Its main thrust seems to have been on eliminating "health inequalities" between the classes. Problem is that this is very difficult. Whilst the generalisations I am about to make are by no means true across the broad, they do apply to the majority of the respective social class.
Working class adults tend to be more likely to smoke and to have an unhealthy diet. Middle class adults tend not to smoke and to have a healthier diet (though I wouldn't necessarily call the diet healthy, just not as bad). The causes of this are several, not least the fact that it is cheaper and more convenient to eat unhealthely.
With that as the general baseline of the population, it becomes very difficult to eliminate the health inequalities because those in the working classes are not looking after their bodies as much as their middle class counterparts do.

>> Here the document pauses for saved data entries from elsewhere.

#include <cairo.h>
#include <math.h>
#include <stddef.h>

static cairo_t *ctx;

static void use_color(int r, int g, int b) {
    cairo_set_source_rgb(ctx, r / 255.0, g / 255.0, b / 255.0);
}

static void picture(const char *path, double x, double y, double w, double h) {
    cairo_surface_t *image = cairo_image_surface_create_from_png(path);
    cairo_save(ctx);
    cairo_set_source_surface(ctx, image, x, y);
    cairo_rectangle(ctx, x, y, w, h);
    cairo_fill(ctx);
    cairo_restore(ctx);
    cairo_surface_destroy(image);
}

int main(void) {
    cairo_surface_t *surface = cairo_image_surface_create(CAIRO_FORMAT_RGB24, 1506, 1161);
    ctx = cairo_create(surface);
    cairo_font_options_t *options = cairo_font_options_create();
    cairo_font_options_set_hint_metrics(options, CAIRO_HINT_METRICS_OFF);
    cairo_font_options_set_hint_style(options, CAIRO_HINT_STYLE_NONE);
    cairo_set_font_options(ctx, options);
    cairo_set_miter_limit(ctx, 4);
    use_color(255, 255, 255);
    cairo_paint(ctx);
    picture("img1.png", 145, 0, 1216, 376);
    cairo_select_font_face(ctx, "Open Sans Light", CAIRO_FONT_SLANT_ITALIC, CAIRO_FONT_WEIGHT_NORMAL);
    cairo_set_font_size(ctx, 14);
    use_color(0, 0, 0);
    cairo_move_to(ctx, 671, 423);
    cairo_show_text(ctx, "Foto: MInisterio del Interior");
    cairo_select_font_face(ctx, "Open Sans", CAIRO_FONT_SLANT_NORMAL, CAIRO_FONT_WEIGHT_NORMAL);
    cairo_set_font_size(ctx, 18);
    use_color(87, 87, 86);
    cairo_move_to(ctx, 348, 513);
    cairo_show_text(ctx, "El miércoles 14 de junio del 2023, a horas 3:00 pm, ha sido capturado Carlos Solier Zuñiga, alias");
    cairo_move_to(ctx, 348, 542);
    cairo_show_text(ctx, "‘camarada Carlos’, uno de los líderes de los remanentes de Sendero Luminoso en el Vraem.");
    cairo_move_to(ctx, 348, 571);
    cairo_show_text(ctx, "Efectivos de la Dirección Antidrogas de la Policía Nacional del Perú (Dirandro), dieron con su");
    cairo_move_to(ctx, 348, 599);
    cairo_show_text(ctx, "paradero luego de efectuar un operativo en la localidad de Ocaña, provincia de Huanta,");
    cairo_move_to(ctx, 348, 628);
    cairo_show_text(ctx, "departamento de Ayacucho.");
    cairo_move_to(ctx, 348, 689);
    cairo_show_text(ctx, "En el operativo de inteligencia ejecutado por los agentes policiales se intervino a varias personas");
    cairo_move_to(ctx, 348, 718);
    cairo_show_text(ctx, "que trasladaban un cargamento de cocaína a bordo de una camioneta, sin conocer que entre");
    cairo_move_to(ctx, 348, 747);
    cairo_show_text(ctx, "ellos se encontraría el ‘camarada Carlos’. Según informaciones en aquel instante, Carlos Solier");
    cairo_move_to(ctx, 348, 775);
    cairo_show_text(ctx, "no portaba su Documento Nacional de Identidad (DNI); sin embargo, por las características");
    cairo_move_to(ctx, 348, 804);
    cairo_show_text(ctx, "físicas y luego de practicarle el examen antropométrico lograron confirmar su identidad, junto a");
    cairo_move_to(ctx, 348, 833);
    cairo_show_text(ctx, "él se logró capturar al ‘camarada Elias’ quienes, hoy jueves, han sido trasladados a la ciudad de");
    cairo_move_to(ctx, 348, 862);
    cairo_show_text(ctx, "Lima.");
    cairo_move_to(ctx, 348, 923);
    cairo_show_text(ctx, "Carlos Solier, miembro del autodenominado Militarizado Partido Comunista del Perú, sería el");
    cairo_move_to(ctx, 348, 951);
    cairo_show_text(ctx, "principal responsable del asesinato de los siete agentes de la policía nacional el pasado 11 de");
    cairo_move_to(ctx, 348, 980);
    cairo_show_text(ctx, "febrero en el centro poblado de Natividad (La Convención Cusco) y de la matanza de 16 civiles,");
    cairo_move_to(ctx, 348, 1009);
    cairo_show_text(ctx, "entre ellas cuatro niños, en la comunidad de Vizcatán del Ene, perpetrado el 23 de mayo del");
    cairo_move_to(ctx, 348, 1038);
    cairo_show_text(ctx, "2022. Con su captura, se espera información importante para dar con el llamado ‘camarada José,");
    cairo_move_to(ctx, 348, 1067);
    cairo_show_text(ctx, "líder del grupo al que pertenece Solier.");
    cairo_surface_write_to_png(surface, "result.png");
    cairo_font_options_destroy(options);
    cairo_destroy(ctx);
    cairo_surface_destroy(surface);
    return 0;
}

For the record, this is due to change in the coming decades. The present generation of middle class teenagers and students, drink as much (if not more) as their working class counterparts (and by this I mean binge drinking), and by leaps and bounds take more drugs. However, they don't smoke, whilst working class kids tend to. Quite what this means for the long term health of the respective classes, I'm not sure.
Back to point - this is what ultimately is prompting this policy - in order to eliminate health inequalities the government is attempting to force an on the whole more unhealthy class to be more healthy in order to meet its objective. Problem is that it will probably cut off several of the working class from the health service, thus further damaging their long term health.